§ **WORK ORDER**
In these records, how many lines contain "Hasan"? Please reply with the number only.

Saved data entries
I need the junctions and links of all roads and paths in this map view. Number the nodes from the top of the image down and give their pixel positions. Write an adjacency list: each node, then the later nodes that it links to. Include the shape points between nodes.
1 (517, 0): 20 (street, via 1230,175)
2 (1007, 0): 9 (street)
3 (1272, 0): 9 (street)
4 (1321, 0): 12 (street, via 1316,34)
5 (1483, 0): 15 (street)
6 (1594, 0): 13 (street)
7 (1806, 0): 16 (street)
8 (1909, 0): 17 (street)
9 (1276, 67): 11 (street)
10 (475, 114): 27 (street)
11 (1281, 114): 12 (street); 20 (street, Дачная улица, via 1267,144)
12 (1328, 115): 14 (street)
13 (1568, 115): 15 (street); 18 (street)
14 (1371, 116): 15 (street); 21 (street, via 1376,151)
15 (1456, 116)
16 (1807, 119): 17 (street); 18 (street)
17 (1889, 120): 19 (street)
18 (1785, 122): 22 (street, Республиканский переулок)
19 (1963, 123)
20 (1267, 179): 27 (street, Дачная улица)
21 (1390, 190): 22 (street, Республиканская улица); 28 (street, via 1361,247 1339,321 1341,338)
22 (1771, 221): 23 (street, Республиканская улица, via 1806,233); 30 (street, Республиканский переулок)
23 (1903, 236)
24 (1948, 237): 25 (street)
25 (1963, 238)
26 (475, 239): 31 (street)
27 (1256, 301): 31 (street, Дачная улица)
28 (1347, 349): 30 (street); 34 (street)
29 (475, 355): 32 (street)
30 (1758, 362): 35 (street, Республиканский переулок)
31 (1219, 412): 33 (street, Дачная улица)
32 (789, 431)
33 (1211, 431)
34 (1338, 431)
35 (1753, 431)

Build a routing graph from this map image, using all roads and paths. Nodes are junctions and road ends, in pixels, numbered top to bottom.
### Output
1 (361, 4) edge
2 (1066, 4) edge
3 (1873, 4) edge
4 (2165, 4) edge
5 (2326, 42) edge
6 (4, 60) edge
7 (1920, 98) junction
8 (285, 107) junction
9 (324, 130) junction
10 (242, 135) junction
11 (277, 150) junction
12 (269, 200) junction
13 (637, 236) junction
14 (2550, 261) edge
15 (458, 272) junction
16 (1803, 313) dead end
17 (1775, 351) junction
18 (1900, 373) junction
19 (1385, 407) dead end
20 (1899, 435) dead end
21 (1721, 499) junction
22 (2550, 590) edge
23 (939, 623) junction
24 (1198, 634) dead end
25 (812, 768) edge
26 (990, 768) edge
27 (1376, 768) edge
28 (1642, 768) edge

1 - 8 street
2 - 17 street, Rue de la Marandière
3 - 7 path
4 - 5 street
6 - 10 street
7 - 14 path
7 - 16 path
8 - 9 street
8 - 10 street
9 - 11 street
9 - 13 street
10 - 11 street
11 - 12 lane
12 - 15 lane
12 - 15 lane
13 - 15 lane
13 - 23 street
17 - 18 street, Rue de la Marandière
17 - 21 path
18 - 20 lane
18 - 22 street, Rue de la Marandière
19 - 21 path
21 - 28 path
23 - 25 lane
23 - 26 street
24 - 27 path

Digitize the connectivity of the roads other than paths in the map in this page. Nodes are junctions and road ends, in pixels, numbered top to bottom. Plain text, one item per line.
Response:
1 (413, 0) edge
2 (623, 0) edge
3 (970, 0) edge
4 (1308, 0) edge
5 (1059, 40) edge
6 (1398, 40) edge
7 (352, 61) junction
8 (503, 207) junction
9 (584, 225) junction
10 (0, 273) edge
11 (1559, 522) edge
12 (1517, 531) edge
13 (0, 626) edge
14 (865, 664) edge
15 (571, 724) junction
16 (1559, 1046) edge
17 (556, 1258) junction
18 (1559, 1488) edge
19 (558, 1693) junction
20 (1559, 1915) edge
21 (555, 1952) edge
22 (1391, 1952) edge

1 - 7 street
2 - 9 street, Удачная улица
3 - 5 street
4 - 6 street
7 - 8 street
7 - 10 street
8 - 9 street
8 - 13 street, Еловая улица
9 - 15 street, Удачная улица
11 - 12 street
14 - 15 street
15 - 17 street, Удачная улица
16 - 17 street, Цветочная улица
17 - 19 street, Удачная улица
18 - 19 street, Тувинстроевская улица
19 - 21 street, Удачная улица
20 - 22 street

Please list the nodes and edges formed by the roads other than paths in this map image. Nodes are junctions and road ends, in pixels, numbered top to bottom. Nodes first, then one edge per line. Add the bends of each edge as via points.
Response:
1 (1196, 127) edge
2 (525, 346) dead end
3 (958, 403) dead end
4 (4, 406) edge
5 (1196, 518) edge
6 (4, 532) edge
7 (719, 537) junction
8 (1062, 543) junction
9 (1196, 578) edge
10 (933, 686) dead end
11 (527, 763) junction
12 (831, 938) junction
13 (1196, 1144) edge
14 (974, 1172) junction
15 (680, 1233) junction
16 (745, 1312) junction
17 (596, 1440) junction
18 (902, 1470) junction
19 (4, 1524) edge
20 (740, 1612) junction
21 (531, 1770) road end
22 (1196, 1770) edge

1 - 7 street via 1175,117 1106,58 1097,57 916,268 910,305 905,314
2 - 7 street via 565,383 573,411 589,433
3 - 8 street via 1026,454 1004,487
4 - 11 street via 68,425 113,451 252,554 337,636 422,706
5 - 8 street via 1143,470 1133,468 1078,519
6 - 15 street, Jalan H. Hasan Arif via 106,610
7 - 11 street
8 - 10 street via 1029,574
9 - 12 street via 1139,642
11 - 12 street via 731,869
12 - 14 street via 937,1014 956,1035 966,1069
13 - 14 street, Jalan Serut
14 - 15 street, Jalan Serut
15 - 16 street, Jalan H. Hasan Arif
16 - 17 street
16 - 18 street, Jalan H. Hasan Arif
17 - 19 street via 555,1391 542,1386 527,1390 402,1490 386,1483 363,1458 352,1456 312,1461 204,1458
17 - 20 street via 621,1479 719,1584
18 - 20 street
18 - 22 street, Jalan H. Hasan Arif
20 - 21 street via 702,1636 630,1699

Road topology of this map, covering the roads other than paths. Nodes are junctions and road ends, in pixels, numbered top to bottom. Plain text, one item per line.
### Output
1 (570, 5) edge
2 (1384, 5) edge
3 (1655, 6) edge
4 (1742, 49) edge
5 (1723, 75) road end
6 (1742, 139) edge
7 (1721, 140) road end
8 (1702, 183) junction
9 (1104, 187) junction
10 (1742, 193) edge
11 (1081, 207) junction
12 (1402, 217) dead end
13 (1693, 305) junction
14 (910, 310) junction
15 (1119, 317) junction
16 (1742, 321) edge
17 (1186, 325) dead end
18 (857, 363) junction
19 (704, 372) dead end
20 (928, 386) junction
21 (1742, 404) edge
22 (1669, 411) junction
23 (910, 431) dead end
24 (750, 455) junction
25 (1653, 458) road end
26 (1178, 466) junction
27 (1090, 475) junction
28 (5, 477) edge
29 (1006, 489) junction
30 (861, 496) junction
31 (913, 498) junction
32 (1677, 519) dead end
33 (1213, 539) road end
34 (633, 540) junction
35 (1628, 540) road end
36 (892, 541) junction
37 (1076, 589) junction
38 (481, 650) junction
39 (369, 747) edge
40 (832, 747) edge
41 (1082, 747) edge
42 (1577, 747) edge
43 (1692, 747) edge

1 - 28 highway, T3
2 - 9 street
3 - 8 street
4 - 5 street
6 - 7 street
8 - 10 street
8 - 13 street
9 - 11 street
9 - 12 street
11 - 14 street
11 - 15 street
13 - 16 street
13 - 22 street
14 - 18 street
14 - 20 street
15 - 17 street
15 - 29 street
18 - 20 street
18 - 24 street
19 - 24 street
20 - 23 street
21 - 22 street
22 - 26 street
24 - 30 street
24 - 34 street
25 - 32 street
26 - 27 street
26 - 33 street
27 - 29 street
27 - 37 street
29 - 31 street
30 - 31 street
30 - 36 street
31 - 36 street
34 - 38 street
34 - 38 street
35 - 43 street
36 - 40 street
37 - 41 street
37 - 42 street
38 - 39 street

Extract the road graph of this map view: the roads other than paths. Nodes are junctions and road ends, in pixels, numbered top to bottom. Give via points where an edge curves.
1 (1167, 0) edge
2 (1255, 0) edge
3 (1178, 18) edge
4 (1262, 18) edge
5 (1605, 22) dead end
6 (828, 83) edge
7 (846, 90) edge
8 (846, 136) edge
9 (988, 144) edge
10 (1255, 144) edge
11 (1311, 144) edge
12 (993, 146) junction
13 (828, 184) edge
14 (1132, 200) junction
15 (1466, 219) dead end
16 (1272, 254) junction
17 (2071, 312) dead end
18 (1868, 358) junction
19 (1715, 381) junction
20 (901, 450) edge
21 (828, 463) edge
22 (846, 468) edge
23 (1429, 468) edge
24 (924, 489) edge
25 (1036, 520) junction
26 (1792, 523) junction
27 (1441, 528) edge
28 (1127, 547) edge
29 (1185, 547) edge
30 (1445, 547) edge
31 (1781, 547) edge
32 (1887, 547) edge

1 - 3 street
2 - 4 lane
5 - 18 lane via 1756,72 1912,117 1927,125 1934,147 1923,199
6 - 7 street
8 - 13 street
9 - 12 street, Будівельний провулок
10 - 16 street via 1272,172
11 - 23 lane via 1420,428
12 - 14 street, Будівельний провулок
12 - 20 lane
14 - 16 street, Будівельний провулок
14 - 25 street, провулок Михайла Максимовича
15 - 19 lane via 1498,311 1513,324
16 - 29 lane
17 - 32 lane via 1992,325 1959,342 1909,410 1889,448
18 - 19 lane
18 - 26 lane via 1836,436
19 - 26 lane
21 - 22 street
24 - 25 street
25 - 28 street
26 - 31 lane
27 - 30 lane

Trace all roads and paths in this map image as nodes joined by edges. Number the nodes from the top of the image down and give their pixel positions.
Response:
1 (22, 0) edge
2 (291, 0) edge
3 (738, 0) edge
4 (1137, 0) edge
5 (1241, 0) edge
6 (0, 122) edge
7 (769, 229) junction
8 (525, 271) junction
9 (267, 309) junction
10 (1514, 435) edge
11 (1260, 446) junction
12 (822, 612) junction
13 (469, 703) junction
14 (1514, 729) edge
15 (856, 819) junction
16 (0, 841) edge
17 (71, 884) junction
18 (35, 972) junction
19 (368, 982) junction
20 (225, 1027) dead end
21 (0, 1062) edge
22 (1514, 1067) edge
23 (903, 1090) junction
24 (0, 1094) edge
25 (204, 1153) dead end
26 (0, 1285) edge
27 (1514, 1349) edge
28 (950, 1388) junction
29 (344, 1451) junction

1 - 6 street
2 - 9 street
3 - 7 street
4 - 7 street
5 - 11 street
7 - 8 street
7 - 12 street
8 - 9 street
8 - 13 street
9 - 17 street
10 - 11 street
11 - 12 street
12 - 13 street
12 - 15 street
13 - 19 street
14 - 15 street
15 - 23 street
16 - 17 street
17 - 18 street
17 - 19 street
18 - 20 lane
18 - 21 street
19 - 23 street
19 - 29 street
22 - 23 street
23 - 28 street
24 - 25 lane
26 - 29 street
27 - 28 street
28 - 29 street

§ **EXERCISE ANSWER**
4